Task:
Without skipping a line, reproduce the entries exactly.
+++
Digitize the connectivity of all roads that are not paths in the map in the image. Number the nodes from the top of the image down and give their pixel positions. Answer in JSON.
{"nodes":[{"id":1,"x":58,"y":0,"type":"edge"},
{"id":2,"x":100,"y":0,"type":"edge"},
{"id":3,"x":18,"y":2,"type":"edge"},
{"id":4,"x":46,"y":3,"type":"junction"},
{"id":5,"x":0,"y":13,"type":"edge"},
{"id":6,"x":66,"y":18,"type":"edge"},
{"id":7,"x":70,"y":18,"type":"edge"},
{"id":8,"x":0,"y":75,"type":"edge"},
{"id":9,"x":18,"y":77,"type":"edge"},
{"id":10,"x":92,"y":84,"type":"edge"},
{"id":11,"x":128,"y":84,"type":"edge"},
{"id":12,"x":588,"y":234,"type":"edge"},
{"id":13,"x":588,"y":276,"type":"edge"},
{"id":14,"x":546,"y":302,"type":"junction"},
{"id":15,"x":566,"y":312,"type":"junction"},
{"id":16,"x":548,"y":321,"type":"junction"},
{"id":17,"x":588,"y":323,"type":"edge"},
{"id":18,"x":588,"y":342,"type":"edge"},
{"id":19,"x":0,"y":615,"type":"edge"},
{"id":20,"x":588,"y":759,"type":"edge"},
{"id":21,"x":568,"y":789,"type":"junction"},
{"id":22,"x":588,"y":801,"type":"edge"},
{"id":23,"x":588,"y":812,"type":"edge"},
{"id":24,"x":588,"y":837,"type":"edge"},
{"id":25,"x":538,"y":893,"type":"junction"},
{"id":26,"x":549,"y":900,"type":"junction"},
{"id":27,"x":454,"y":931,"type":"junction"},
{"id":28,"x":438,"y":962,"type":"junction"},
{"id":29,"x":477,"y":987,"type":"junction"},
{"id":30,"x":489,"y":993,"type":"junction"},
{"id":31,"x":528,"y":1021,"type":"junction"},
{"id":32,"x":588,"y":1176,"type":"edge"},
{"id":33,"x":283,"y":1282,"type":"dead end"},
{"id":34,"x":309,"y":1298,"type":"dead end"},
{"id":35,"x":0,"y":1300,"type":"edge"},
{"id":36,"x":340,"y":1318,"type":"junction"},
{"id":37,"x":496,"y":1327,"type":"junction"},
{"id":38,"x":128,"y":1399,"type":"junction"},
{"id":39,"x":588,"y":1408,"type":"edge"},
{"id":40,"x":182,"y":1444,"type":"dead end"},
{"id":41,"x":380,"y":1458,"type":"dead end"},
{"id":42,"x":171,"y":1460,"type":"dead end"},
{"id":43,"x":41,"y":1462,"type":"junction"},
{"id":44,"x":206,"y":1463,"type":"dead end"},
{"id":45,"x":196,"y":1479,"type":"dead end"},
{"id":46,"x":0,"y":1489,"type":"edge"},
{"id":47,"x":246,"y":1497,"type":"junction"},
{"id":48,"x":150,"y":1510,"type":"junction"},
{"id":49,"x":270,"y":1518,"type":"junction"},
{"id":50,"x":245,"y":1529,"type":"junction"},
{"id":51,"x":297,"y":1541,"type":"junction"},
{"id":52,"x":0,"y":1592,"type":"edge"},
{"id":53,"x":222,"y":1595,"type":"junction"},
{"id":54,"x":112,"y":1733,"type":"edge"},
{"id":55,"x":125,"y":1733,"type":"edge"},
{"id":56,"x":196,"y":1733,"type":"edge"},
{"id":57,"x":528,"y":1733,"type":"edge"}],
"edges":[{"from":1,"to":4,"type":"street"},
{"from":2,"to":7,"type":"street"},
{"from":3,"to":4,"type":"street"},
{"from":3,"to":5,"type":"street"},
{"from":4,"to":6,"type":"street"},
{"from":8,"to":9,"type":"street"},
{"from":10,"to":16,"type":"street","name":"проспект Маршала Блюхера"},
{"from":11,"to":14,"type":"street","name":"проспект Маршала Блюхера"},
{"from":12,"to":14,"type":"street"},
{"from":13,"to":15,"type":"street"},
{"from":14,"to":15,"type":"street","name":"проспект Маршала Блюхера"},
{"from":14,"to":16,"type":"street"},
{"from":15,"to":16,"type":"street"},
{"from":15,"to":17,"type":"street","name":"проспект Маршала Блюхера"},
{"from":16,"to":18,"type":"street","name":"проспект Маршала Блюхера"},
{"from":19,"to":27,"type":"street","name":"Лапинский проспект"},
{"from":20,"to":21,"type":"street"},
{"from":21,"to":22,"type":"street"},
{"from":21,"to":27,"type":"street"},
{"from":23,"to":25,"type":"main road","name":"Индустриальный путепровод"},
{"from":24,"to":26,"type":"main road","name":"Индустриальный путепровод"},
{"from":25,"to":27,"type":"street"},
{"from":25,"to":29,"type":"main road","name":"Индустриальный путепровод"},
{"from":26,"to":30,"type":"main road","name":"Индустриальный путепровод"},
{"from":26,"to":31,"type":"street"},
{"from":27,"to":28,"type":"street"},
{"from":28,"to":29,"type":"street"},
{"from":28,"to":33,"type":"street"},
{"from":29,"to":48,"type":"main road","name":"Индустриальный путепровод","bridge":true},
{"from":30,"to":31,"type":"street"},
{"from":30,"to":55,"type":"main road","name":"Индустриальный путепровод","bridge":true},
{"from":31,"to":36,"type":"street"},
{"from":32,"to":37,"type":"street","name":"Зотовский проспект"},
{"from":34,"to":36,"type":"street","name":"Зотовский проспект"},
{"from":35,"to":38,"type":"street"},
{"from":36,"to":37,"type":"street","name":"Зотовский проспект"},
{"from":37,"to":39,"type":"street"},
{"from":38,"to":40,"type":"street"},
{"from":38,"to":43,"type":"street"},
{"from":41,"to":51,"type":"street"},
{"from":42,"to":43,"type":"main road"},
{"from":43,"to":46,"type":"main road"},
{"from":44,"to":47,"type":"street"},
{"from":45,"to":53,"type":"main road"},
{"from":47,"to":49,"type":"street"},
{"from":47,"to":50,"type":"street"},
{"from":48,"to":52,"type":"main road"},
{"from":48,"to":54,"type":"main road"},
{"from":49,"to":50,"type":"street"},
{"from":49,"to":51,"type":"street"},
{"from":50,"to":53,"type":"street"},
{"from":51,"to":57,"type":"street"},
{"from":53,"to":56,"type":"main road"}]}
+++
Result for this exercise:
Digitize the connectivity of all roads that are not paths in the map in the image. Number the nodes from the top of the image down and give their pixel positions. Answer in JSON.
{"nodes":[{"id":1,"x":58,"y":0,"type":"edge"},
{"id":2,"x":100,"y":0,"type":"edge"},
{"id":3,"x":18,"y":2,"type":"edge"},
{"id":4,"x":46,"y":3,"type":"junction"},
{"id":5,"x":0,"y":13,"type":"edge"},
{"id":6,"x":66,"y":18,"type":"edge"},
{"id":7,"x":70,"y":18,"type":"edge"},
{"id":8,"x":0,"y":75,"type":"edge"},
{"id":9,"x":18,"y":77,"type":"edge"},
{"id":10,"x":92,"y":84,"type":"edge"},
{"id":11,"x":128,"y":84,"type":"edge"},
{"id":12,"x":588,"y":234,"type":"edge"},
{"id":13,"x":588,"y":276,"type":"edge"},
{"id":14,"x":546,"y":302,"type":"junction"},
{"id":15,"x":566,"y":312,"type":"junction"},
{"id":16,"x":548,"y":321,"type":"junction"},
{"id":17,"x":588,"y":323,"type":"edge"},
{"id":18,"x":588,"y":342,"type":"edge"},
{"id":19,"x":0,"y":615,"type":"edge"},
{"id":20,"x":588,"y":759,"type":"edge"},
{"id":21,"x":568,"y":789,"type":"junction"},
{"id":22,"x":588,"y":801,"type":"edge"},
{"id":23,"x":588,"y":812,"type":"edge"},
{"id":24,"x":588,"y":837,"type":"edge"},
{"id":25,"x":538,"y":893,"type":"junction"},
{"id":26,"x":549,"y":900,"type":"junction"},
{"id":27,"x":454,"y":931,"type":"junction"},
{"id":28,"x":438,"y":962,"type":"junction"},
{"id":29,"x":477,"y":987,"type":"junction"},
{"id":30,"x":489,"y":993,"type":"junction"},
{"id":31,"x":528,"y":1021,"type":"junction"},
{"id":32,"x":588,"y":1176,"type":"edge"},
{"id":33,"x":283,"y":1282,"type":"dead end"},
{"id":34,"x":309,"y":1298,"type":"dead end"},
{"id":35,"x":0,"y":1300,"type":"edge"},
{"id":36,"x":340,"y":1318,"type":"junction"},
{"id":37,"x":496,"y":1327,"type":"junction"},
{"id":38,"x":128,"y":1399,"type":"junction"},
{"id":39,"x":588,"y":1408,"type":"edge"},
{"id":40,"x":182,"y":1444,"type":"dead end"},
{"id":41,"x":380,"y":1458,"type":"dead end"},
{"id":42,"x":171,"y":1460,"type":"dead end"},
{"id":43,"x":41,"y":1462,"type":"junction"},
{"id":44,"x":206,"y":1463,"type":"dead end"},
{"id":45,"x":196,"y":1479,"type":"dead end"},
{"id":46,"x":0,"y":1489,"type":"edge"},
{"id":47,"x":246,"y":1497,"type":"junction"},
{"id":48,"x":150,"y":1510,"type":"junction"},
{"id":49,"x":270,"y":1518,"type":"junction"},
{"id":50,"x":245,"y":1529,"type":"junction"},
{"id":51,"x":297,"y":1541,"type":"junction"},
{"id":52,"x":0,"y":1592,"type":"edge"},
{"id":53,"x":222,"y":1595,"type":"junction"},
{"id":54,"x":112,"y":1733,"type":"edge"},
{"id":55,"x":125,"y":1733,"type":"edge"},
{"id":56,"x":196,"y":1733,"type":"edge"},
{"id":57,"x":528,"y":1733,"type":"edge"}],
"edges":[{"from":1,"to":4,"type":"street"},
{"from":2,"to":7,"type":"street"},
{"from":3,"to":4,"type":"street"},
{"from":3,"to":5,"type":"street"},
{"from":4,"to":6,"type":"street"},
{"from":8,"to":9,"type":"street"},
{"from":10,"to":16,"type":"street","name":"проспект Маршала Блюхера"},
{"from":11,"to":14,"type":"street","name":"проспект Маршала Блюхера"},
{"from":12,"to":14,"type":"street"},
{"from":13,"to":15,"type":"street"},
{"from":14,"to":15,"type":"street","name":"проспект Маршала Блюхера"},
{"from":14,"to":16,"type":"street"},
{"from":15,"to":16,"type":"street"},
{"from":15,"to":17,"type":"street","name":"проспект Маршала Блюхера"},
{"from":16,"to":18,"type":"street","name":"проспект Маршала Блюхера"},
{"from":19,"to":27,"type":"street","name":"Лапинский проспект"},
{"from":20,"to":21,"type":"street"},
{"from":21,"to":22,"type":"street"},
{"from":21,"to":27,"type":"street"},
{"from":23,"to":25,"type":"main road","name":"Индустриальный путепровод"},
{"from":24,"to":26,"type":"main road","name":"Индустриальный путепровод"},
{"from":25,"to":27,"type":"street"},
{"from":25,"to":29,"type":"main road","name":"Индустриальный путепровод"},
{"from":26,"to":30,"type":"main road","name":"Индустриальный путепровод"},
{"from":26,"to":31,"type":"street"},
{"from":27,"to":28,"type":"street"},
{"from":28,"to":29,"type":"street"},
{"from":28,"to":33,"type":"street"},
{"from":29,"to":48,"type":"main road","name":"Индустриальный путепровод","bridge":true},
{"from":30,"to":31,"type":"street"},
{"from":30,"to":55,"type":"main road","name":"Индустриальный путепровод","bridge":true},
{"from":31,"to":36,"type":"street"},
{"from":32,"to":37,"type":"street","name":"Зотовский проспект"},
{"from":34,"to":36,"type":"street","name":"Зотовский проспект"},
{"from":35,"to":38,"type":"street"},
{"from":36,"to":37,"type":"street","name":"Зотовский проспект"},
{"from":37,"to":39,"type":"street"},
{"from":38,"to":40,"type":"street"},
{"from":38,"to":43,"type":"street"},
{"from":41,"to":51,"type":"street"},
{"from":42,"to":43,"type":"main road"},
{"from":43,"to":46,"type":"main road"},
{"from":44,"to":47,"type":"street"},
{"from":45,"to":53,"type":"main road"},
{"from":47,"to":49,"type":"street"},
{"from":47,"to":50,"type":"street"},
{"from":48,"to":52,"type":"main road"},
{"from":48,"to":54,"type":"main road"},
{"from":49,"to":50,"type":"street"},
{"from":49,"to":51,"type":"street"},
{"from":50,"to":53,"type":"street"},
{"from":51,"to":57,"type":"street"},
{"from":53,"to":56,"type":"main road"}]}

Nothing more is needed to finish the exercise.